Zhu Lin, Chen Xianzhang, Wang Lizhi, Wang Xiao, Tian Yonghong, Huang Hua
IEEE Trans Pattern Anal Mach Intell. 2025 Feb;47(2):807-824. doi: 10.1109/TPAMI.2024.3477591. Epub 2025 Jan 9.
Event cameras are novel bio-inspired sensors, where individual pixels operate independently and asynchronously, generating intensity changes as events. Leveraging the microsecond resolution (no motion blur) and high dynamic range (compatible with extreme light conditions) of events, there is considerable promise in directly segmenting objects from sparse and asynchronous event streams in various applications. However, different from the rich cues in video object segmentation, it is challenging to segment complete objects from the sparse event stream. In this paper, we present the first framework for continuous-time object segmentation from event stream. Given the object mask at the initial time, our task aims to segment the complete object at any subsequent time in event streams. Specifically, our framework consists of a Recurrent Temporal Embedding Extraction (RTEE) module based on a novel ResLSTM, a Cross-time Spatiotemporal Feature Modeling (CSFM) module which is a transformer architecture with long-term and short-term matching modules, and a segmentation head. The historical events and masks (reference sets) are recurrently fed into our framework along with current-time events. The temporal embedding is updated as new events are input, enabling our framework to continuously process the event stream. To train and test our model, we construct both real-world and simulated event-based object segmentation datasets, each comprising event streams, APS images, and object annotations. Extensive experiments on our datasets demonstrate the effectiveness of the proposed recurrent architecture.
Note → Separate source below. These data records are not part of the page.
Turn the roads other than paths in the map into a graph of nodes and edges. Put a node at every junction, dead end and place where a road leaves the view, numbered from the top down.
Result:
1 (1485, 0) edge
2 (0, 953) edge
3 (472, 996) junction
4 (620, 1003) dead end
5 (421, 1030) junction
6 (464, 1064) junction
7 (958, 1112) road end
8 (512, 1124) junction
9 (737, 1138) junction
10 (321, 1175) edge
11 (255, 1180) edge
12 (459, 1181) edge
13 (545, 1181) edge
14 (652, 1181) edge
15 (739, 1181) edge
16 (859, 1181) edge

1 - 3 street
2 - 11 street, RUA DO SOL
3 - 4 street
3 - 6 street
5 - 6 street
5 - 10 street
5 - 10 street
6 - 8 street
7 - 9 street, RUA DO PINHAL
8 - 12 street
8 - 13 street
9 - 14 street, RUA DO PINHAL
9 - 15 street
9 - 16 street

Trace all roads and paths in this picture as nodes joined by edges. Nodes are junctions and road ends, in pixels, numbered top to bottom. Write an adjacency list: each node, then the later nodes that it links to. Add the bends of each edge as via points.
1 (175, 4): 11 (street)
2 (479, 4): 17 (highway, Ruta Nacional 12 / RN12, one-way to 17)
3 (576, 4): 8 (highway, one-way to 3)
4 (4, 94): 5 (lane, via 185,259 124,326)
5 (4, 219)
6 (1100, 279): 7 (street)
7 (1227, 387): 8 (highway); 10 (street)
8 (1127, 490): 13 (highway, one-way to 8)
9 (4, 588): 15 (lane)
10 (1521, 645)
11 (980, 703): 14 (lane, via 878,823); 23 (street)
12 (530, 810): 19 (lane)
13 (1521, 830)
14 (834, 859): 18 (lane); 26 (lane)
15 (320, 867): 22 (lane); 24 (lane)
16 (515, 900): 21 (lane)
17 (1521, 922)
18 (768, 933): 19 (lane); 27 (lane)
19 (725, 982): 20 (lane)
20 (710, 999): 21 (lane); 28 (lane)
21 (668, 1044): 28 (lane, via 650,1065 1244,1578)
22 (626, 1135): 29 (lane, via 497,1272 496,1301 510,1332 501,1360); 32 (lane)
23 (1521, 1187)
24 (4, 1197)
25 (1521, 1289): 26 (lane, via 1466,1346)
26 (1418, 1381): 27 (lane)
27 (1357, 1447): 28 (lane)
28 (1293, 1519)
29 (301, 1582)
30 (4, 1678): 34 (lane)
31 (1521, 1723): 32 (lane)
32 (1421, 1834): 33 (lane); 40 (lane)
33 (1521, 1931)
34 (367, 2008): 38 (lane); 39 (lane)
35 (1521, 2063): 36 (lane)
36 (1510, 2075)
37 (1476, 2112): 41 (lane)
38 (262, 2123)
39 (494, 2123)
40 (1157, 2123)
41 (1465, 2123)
事件相机是一种新型的受生物启发的传感器,其单个像素独立且异步运行,将强度变化作为事件生成。利用事件的微秒级分辨率(无运动模糊)和高动态范围(与极端光照条件兼容),在各种应用中直接从稀疏和异步事件流中分割物体具有很大的前景。然而,与视频对象分割中的丰富线索不同,从稀疏事件流中分割完整物体具有挑战性。在本文中,我们提出了第一个用于从事件流中进行连续时间对象分割的框架。给定初始时刻的对象掩码,我们的任务旨在在事件流中的任何后续时刻分割完整的对象。具体来说,我们的框架由基于新型ResLSTM的循环时间嵌入提取(RTEE)模块、作为具有长期和短期匹配模块的变压器架构的跨时间时空特征建模(CSFM)模块以及一个分割头组成。历史事件和掩码(参考集)与当前时刻的事件一起循环输入到我们的框架中。随着新事件的输入,时间嵌入会更新,使我们的框架能够连续处理事件流。为了训练和测试我们的模型,我们构建了基于真实世界和模拟事件的对象分割数据集,每个数据集都包含事件流、APS图像和对象注释。在我们的数据集上进行的大量实验证明了所提出的循环架构的有效性。